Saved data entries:
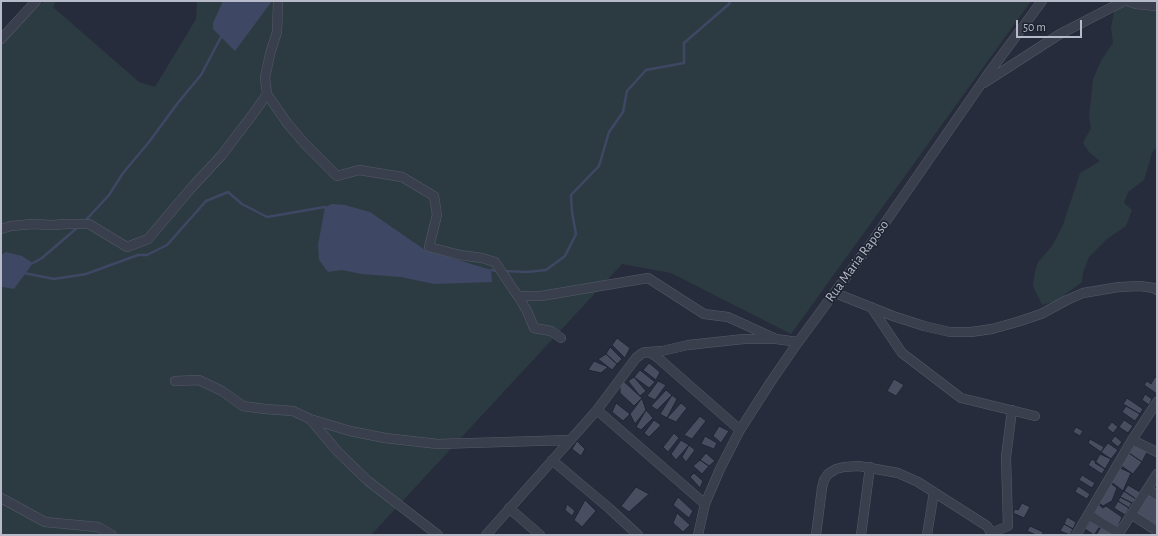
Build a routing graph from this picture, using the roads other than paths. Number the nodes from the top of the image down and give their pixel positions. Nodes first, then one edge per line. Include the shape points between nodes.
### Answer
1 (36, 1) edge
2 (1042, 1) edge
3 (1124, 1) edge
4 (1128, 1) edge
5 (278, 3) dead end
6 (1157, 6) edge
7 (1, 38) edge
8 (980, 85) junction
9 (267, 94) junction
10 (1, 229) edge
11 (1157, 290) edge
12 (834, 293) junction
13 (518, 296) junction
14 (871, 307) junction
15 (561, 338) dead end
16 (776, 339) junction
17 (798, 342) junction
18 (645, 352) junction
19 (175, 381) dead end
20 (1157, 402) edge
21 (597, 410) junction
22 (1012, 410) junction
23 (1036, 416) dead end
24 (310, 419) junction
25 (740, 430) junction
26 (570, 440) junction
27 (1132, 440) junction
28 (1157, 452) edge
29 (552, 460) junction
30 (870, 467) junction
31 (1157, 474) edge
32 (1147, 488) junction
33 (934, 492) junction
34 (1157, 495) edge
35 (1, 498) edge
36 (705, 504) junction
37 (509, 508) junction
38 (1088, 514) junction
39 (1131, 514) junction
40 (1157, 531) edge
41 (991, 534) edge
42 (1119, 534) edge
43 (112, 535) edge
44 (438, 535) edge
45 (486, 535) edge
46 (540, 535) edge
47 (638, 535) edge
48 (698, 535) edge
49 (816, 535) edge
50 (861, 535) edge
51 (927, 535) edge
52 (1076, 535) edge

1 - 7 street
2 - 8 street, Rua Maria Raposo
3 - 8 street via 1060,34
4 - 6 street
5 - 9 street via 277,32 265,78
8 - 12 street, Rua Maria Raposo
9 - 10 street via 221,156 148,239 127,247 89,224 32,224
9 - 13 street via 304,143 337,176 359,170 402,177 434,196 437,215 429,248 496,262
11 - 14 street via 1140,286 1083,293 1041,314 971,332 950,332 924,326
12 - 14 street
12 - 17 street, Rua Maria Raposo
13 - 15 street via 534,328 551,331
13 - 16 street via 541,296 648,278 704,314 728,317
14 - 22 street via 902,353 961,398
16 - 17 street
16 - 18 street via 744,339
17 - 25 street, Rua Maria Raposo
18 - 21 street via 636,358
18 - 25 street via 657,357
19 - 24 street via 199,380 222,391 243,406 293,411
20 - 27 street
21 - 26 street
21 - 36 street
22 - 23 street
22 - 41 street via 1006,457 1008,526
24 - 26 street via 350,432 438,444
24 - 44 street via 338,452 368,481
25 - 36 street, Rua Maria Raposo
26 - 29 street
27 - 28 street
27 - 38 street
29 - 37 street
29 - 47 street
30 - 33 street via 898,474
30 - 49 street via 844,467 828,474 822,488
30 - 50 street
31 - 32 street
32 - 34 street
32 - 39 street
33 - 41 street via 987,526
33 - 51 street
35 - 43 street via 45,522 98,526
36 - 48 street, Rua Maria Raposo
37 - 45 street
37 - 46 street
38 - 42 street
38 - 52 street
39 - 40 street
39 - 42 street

Instructions for the task: Pictures aside, retype the entries above exactly as they are.

Solution to this task:
Build a routing graph from this picture, using the roads other than paths. Number the nodes from the top of the image down and give their pixel positions. Nodes first, then one edge per line. Include the shape points between nodes.
### Answer
1 (36, 1) edge
2 (1042, 1) edge
3 (1124, 1) edge
4 (1128, 1) edge
5 (278, 3) dead end
6 (1157, 6) edge
7 (1, 38) edge
8 (980, 85) junction
9 (267, 94) junction
10 (1, 229) edge
11 (1157, 290) edge
12 (834, 293) junction
13 (518, 296) junction
14 (871, 307) junction
15 (561, 338) dead end
16 (776, 339) junction
17 (798, 342) junction
18 (645, 352) junction
19 (175, 381) dead end
20 (1157, 402) edge
21 (597, 410) junction
22 (1012, 410) junction
23 (1036, 416) dead end
24 (310, 419) junction
25 (740, 430) junction
26 (570, 440) junction
27 (1132, 440) junction
28 (1157, 452) edge
29 (552, 460) junction
30 (870, 467) junction
31 (1157, 474) edge
32 (1147, 488) junction
33 (934, 492) junction
34 (1157, 495) edge
35 (1, 498) edge
36 (705, 504) junction
37 (509, 508) junction
38 (1088, 514) junction
39 (1131, 514) junction
40 (1157, 531) edge
41 (991, 534) edge
42 (1119, 534) edge
43 (112, 535) edge
44 (438, 535) edge
45 (486, 535) edge
46 (540, 535) edge
47 (638, 535) edge
48 (698, 535) edge
49 (816, 535) edge
50 (861, 535) edge
51 (927, 535) edge
52 (1076, 535) edge

1 - 7 street
2 - 8 street, Rua Maria Raposo
3 - 8 street via 1060,34
4 - 6 street
5 - 9 street via 277,32 265,78
8 - 12 street, Rua Maria Raposo
9 - 10 street via 221,156 148,239 127,247 89,224 32,224
9 - 13 street via 304,143 337,176 359,170 402,177 434,196 437,215 429,248 496,262
11 - 14 street via 1140,286 1083,293 1041,314 971,332 950,332 924,326
12 - 14 street
12 - 17 street, Rua Maria Raposo
13 - 15 street via 534,328 551,331
13 - 16 street via 541,296 648,278 704,314 728,317
14 - 22 street via 902,353 961,398
16 - 17 street
16 - 18 street via 744,339
17 - 25 street, Rua Maria Raposo
18 - 21 street via 636,358
18 - 25 street via 657,357
19 - 24 street via 199,380 222,391 243,406 293,411
20 - 27 street
21 - 26 street
21 - 36 street
22 - 23 street
22 - 41 street via 1006,457 1008,526
24 - 26 street via 350,432 438,444
24 - 44 street via 338,452 368,481
25 - 36 street, Rua Maria Raposo
26 - 29 street
27 - 28 street
27 - 38 street
29 - 37 street
29 - 47 street
30 - 33 street via 898,474
30 - 49 street via 844,467 828,474 822,488
30 - 50 street
31 - 32 street
32 - 34 street
32 - 39 street
33 - 41 street via 987,526
33 - 51 street
35 - 43 street via 45,522 98,526
36 - 48 street, Rua Maria Raposo
37 - 45 street
37 - 46 street
38 - 42 street
38 - 52 street
39 - 40 street
39 - 42 street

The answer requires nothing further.